The National MCH Workforce Development Center sponsored a learning opportunity for state MCH leaders focused on change management themes related to health improvement for maternal and child health populations. The Academy structure was designed using adult-learning principles, including the requirement that all Academy Scholars apply and be accepted for participation, complete assignments prior to the start of the Academy in preparation for the training, and make a plan for sharing what they learned with their home agencies. All sessions included both peer and expert-led learning. Learning was reinforced throughout the Academy with small group discussions and applied action tools.
The Academy learning objectives were:
- Understand and describe population health
- Identify and describe Title V's existing/newly defined role in population health/population health activities
- Understand and articulate how population health outcomes are measured and evaluated
- Understand the importance of building collaborative relationships/partnerships to achieve population health
- Learn techniques to establish and sustain partnerships to engage in community-based, population health initiatives
- Learn adaptive change techniques to lead in a transformative environment
- Understand and apply Implementation Science concepts to achieve population health goals
- Build networks with peers to improve population health
The Academy attracted 40 Scholars from 24 states and territories, representing all 10 DHHS regions. The Scholars' professional roles were diverse, including Title V directors, division and unit heads, as well as CYSHCN directors, staff members, and family representatives.
Scholars were asked to provide feedback on the five plenary sessions and six breakout sessions, using questions in 5 point scales and open-ended queries. The response rate was 78%. The mean for all sessions was 4.5 (range 3.8-5.0). Scholars strongly agreed (4.7 out of 5.0) that they are confident that they "can understand and describe population health" and that they "can identify and describe Title V's existing/newly defined role in population health/population health activities" (4.6/5.0). Feedback was also requested for the overall design and impact of the Academy. In response to "The Academy will help me engage meaningfully/lead my state in transforming population health" Scholars strongly agreed (4.6). In response to "The Academy helped me better connect my state/territory work/Block Grant to population health" the mean was 4.7.

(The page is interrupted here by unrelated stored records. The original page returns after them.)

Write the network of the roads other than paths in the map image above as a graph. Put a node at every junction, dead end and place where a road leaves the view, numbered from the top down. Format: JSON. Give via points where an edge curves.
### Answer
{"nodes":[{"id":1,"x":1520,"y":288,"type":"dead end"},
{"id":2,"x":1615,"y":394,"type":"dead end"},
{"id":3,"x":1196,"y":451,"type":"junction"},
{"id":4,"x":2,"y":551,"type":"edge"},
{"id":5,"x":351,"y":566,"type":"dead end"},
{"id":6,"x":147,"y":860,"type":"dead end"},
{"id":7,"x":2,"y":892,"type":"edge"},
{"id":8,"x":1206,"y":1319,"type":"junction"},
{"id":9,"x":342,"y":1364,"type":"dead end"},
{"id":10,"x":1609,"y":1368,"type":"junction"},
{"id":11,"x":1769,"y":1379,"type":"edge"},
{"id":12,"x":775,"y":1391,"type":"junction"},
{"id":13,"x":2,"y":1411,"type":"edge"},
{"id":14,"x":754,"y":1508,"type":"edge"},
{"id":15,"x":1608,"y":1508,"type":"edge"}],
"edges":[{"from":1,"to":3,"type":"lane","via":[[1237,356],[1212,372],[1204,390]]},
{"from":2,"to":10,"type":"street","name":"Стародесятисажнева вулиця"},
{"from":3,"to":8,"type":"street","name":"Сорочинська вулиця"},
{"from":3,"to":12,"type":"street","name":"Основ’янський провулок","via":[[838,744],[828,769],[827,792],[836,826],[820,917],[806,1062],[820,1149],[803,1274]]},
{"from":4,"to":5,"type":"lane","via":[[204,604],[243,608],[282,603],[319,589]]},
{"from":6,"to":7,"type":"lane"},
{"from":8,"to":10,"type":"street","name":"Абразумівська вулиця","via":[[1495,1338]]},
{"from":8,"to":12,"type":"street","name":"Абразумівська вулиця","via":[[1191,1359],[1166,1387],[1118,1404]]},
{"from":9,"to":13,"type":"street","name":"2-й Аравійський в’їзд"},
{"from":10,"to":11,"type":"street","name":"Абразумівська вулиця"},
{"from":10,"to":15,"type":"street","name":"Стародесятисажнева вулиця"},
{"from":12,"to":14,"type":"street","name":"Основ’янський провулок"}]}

Four clear themes emerged about what Scholars valued most from their Academy experience:
- Specific tools and the hands on opportunity to explore and apply them
- Targeted and focused topics, all within the domain of population health
- High quality presentations
- Interaction with peers, both to learn from one another, and to network for the future. Of the few comments about what could have made the Academy more effective, a frequent comment was about the benefits of even more time to interact with presenters and peers.
One key workforce development training outcome is the intention to apply knowledge and skills. At the end of each day, Scholars were asked about intention to apply what they had learned; the 31 Scholars responding to this evaluation survey generated 44 examples. There were four major themes:
- Multi-Sector Engagement: The Academy increased awareness that population health challenges require partnerships across sectors. Scholars commented how they will use tools from the Academy to engage partners to collectively work toward improved population health outcomes.
- Adaptive Leadership/Change Management: Scholars reported that they planned to act on what they learned about approaching technical versus adaptive situations. One planned to, "address the adaptive question and not get derailed with technical questions."
- Health Impact Assessment (HIA): Attention to HIA stimulated new ways to think about population health. One Scholar noted that they had already scheduled a meeting with public health leaders to explore how HIA can inform their planning.
- Implementation: The implementation frameworks and tools that were discussed and used by Scholars received enthusiastic reviews. Scholars reported intentions to educate colleagues about implementation and incorporate implementation approaches into ongoing and new programs.
A number of other specific intentions to apply knowledge and new tools deserve mention, even if provided by only one or two Scholars. These include:
- Using data: The Academy renewed Title V participants' intention to interact with Medicaid about access to data and to take steps to link real-time data with population health strategies.
- Health equity: The Academy prompted Scholars' desire to take steps to assure that data make it possible to reflect and then act on challenges regarding health equity. For example, one Scholar noted plans to explore geo-coding of Medicaid data.
- Parent participation: One Scholar intended to work on increasing parent participation through a support group of parents who serve on various committees in order to share their insights and challenges.
Scholars were asked if they would recommend the Academy to a colleague; 27 of 31 responded that they would, many enthusiastically so:
- "especially for those who are committed to ongoing learning and application in work place settings"
- "the learning opportunity is exceptional"
- "absolutely amazing experience"
In summary, the structure and content of the Academy was successful in providing a fertile and invigorating learning environment for Scholars, who reported high satisfaction in their learning both from experts and one another. They also reported high intentions to apply their learning and walked away from the Academy with tools to get them started on this path to improve health for MCH populations.